What to do |
For the data that follows, report how many lines include the string "where", and write the number alone.
Data for analysis Start Marker
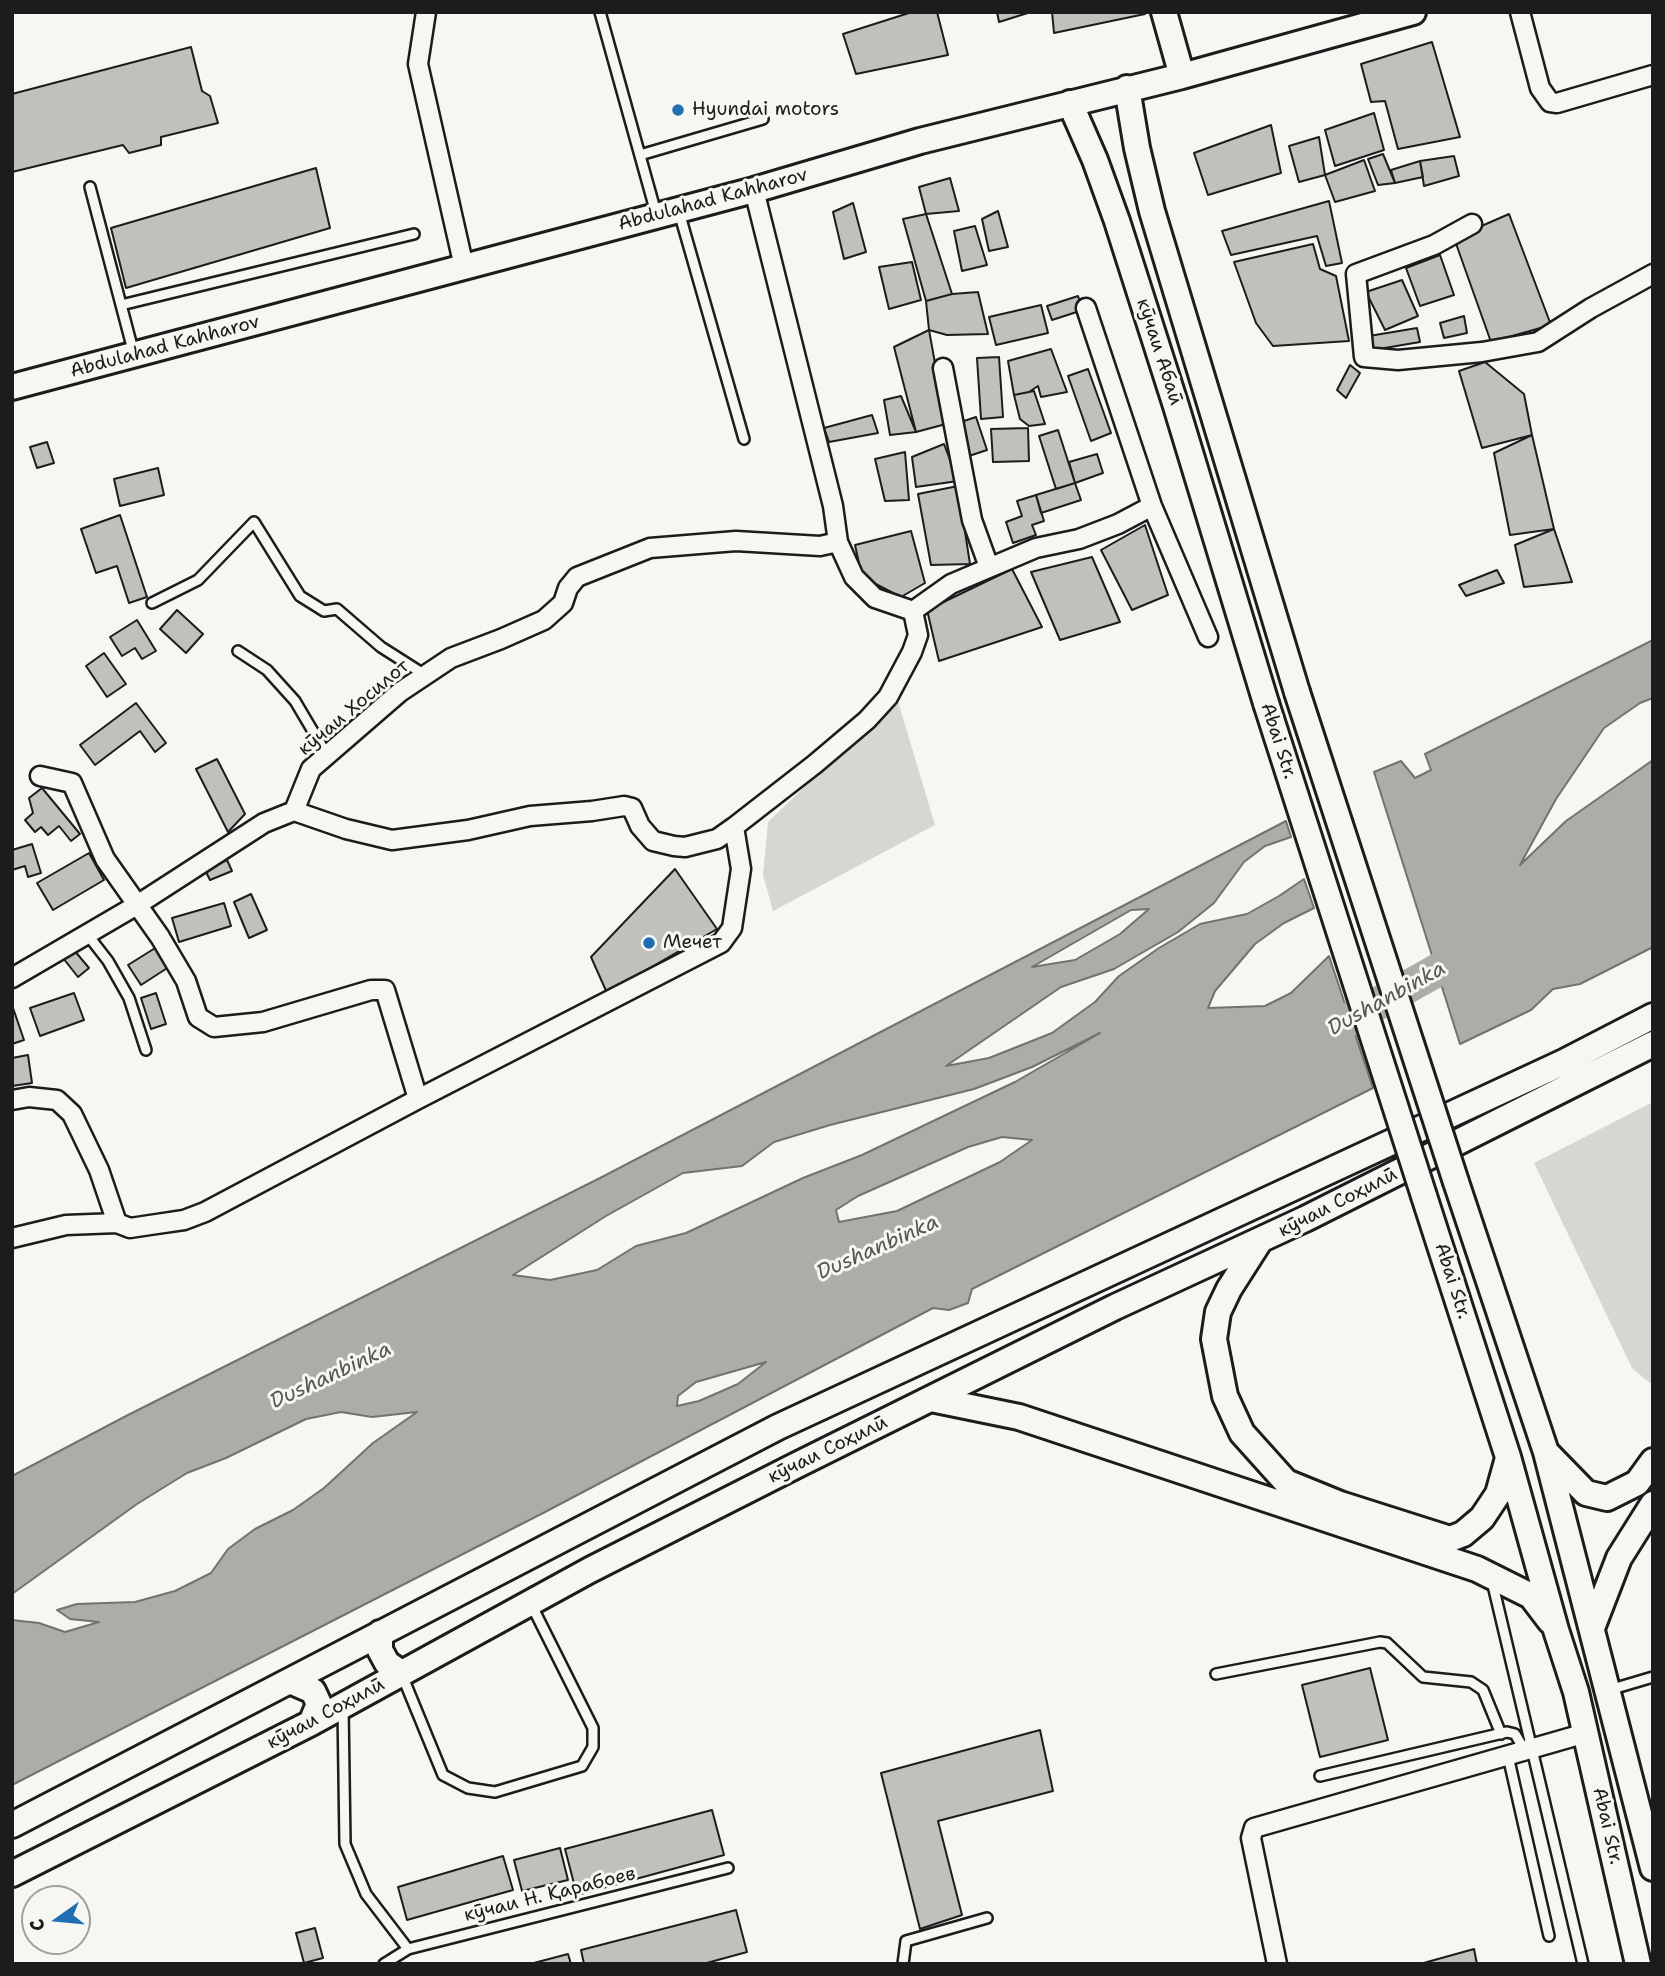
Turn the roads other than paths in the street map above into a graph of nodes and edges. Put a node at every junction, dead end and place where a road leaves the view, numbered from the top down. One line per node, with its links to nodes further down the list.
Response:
Data for analysis End Marker
Data for analysis Start Marker
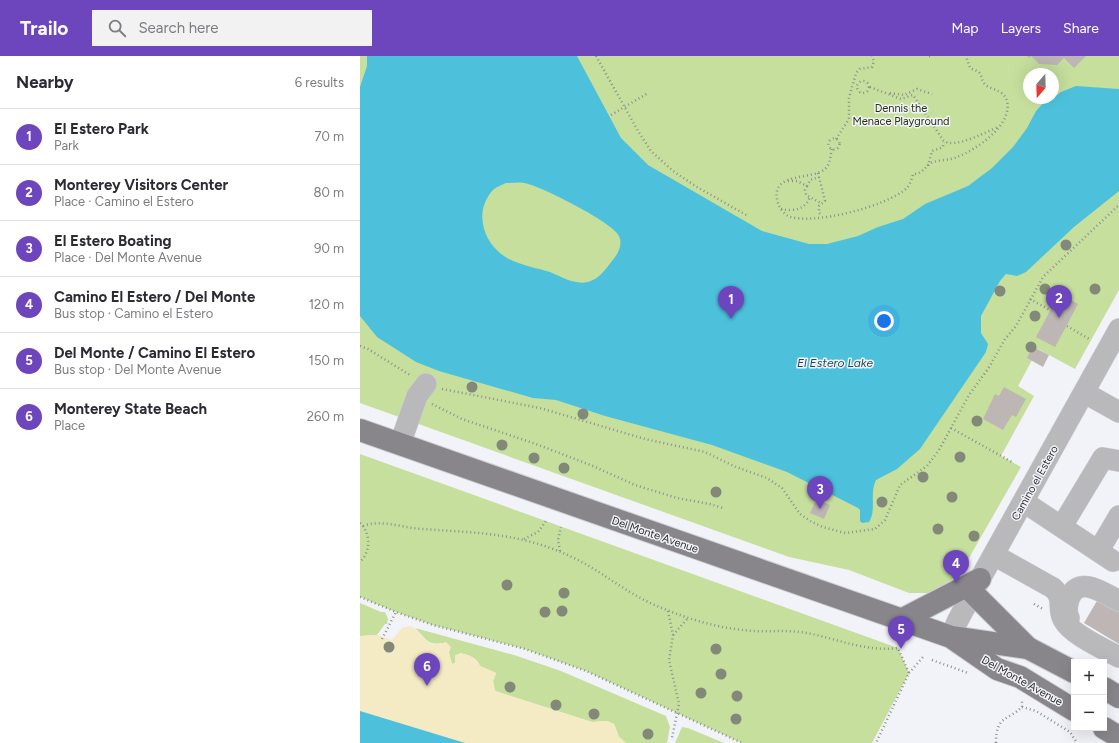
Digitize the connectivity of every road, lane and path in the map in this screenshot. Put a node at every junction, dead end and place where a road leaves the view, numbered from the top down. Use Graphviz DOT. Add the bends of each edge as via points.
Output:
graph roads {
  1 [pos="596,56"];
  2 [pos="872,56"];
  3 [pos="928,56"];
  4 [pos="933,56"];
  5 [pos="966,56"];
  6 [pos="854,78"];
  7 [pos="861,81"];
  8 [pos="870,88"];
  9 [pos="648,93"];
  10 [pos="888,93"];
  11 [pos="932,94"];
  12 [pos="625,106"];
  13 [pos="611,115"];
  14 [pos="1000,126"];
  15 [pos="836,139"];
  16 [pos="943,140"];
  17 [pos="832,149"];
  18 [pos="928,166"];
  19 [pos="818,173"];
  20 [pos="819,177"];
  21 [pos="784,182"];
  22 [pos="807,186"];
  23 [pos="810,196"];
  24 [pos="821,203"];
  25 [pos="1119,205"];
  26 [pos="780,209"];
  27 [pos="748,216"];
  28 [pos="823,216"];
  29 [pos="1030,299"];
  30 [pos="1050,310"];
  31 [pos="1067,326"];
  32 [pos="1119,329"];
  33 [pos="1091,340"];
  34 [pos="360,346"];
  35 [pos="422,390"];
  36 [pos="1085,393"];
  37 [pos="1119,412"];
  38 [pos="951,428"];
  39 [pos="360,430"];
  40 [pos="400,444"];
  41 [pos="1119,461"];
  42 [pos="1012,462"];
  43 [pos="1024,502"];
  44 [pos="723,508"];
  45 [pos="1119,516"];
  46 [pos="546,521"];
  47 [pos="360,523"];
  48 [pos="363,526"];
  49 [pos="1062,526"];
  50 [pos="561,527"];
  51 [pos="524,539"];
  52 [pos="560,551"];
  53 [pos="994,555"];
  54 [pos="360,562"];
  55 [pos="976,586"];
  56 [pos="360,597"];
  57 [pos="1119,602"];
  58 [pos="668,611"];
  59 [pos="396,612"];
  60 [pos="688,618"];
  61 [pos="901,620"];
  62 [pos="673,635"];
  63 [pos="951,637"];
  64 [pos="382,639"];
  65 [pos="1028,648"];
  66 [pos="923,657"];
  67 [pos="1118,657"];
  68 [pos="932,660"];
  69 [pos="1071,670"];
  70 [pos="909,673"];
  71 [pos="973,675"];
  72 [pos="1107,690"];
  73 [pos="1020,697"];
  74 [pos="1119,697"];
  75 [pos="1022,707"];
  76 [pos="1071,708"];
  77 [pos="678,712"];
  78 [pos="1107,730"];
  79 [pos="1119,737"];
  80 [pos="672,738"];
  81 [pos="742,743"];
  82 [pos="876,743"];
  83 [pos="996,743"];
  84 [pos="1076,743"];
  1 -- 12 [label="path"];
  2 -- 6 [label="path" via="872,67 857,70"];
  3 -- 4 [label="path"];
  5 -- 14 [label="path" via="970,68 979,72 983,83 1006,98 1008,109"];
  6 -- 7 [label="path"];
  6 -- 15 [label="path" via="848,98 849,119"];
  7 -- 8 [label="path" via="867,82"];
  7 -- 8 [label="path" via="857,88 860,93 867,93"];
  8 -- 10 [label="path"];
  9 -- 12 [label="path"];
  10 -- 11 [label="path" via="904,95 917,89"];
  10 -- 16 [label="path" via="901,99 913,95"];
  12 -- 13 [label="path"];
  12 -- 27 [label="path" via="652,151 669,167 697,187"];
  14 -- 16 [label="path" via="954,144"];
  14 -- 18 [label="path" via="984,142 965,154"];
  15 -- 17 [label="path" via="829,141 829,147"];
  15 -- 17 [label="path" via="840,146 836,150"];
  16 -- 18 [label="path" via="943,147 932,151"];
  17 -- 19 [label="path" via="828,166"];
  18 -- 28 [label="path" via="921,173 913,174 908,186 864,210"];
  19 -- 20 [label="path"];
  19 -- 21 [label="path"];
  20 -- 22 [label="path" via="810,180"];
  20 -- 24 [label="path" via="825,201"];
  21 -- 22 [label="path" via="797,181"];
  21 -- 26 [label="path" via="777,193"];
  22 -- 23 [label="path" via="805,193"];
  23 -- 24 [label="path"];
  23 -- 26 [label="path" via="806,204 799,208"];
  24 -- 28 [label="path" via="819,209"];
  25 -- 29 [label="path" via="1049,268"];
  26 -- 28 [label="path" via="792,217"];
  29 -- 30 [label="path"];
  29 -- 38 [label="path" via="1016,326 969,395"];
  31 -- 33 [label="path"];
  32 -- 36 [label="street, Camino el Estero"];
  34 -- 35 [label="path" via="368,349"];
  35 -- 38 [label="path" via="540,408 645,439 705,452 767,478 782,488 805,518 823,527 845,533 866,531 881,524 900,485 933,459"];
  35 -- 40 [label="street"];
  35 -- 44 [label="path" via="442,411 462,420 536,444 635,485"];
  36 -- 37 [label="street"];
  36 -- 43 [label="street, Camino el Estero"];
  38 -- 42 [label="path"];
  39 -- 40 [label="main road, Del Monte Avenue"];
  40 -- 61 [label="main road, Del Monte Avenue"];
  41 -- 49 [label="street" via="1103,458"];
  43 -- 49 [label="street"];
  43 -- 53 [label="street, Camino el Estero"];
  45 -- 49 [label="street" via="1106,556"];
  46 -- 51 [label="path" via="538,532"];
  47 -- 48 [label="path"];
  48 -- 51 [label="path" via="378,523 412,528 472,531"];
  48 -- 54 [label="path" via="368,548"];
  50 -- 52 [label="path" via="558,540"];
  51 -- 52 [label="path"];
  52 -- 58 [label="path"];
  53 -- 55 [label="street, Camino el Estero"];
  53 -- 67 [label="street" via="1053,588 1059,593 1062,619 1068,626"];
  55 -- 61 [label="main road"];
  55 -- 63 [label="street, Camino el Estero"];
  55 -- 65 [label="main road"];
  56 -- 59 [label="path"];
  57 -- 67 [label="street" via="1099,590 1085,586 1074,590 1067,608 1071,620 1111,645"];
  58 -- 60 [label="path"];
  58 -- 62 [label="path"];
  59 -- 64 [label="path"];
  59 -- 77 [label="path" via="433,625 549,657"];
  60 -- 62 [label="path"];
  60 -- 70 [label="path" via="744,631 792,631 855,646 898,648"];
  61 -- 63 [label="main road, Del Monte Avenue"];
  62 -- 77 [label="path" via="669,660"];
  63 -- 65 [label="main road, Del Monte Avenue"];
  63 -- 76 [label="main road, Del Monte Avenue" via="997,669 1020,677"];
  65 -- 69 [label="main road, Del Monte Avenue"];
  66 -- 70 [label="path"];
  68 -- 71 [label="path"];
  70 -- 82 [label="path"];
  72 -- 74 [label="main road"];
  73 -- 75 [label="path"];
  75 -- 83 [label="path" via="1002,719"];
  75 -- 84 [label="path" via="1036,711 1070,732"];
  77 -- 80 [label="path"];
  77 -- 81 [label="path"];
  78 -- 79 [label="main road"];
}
Data for analysis End Marker
Data for analysis Start Marker
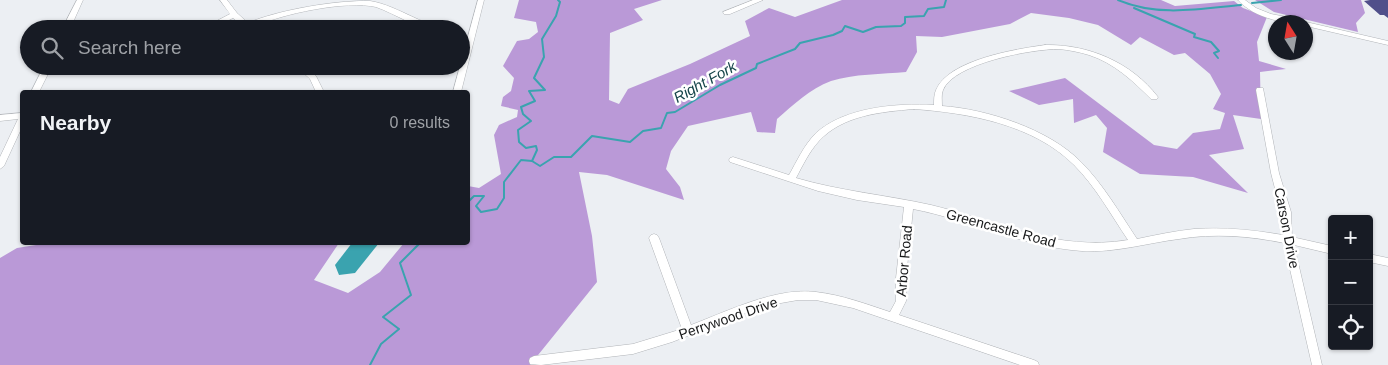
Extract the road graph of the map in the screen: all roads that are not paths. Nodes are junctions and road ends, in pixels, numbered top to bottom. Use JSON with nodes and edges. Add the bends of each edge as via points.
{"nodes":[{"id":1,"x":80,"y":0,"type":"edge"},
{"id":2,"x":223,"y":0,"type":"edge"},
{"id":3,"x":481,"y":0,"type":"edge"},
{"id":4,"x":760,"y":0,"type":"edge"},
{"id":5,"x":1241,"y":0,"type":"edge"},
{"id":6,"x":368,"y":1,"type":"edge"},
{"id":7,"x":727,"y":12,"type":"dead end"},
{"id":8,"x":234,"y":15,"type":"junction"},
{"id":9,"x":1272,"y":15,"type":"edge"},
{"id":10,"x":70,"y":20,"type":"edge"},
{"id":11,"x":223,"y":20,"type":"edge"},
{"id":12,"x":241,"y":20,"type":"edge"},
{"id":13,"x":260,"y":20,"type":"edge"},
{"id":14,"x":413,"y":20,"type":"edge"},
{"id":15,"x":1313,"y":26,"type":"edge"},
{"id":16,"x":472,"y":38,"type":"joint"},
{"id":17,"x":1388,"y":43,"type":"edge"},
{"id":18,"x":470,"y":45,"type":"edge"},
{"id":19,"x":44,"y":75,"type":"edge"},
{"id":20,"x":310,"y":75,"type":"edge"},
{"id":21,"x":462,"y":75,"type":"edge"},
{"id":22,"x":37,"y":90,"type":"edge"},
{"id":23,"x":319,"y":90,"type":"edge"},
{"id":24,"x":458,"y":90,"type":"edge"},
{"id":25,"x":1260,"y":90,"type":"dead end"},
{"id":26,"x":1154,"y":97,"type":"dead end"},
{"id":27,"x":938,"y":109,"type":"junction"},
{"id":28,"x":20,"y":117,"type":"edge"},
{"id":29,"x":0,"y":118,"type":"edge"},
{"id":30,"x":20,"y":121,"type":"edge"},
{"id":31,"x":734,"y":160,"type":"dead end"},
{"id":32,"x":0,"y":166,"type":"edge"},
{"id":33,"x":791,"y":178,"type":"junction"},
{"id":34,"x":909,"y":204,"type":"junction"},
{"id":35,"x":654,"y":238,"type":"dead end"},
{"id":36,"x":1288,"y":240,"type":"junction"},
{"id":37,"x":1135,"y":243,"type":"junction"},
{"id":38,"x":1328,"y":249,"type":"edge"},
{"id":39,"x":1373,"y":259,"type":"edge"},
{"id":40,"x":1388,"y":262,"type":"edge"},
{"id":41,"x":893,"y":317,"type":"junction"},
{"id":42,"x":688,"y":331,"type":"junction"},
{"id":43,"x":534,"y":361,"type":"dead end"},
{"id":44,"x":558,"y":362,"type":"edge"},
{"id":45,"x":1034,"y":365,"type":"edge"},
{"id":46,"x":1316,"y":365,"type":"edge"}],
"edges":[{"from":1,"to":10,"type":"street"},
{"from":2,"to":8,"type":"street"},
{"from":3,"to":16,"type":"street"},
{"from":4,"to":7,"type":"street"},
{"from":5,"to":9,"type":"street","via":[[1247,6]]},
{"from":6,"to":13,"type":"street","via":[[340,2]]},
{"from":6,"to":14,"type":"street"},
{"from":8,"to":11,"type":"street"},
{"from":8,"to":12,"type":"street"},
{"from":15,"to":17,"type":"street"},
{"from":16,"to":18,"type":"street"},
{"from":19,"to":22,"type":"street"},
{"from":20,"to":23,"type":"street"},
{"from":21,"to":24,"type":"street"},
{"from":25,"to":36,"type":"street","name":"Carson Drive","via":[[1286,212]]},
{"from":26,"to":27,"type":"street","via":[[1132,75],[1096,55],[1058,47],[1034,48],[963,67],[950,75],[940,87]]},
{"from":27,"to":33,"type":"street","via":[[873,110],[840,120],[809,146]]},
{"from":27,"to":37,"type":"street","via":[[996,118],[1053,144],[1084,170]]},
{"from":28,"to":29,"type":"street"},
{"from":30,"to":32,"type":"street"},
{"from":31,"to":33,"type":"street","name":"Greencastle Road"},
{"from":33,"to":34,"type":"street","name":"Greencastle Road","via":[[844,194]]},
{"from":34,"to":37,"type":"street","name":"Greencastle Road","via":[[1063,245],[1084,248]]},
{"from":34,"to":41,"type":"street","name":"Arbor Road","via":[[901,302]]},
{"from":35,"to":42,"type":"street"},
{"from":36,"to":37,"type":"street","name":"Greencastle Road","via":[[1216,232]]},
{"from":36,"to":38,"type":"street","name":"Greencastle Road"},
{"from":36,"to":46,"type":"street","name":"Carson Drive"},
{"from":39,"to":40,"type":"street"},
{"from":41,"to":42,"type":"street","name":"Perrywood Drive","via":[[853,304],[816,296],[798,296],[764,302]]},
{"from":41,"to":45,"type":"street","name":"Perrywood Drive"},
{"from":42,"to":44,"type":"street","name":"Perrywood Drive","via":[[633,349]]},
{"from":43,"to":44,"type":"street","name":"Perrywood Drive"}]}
Data for analysis End Marker
Answer to this task |
2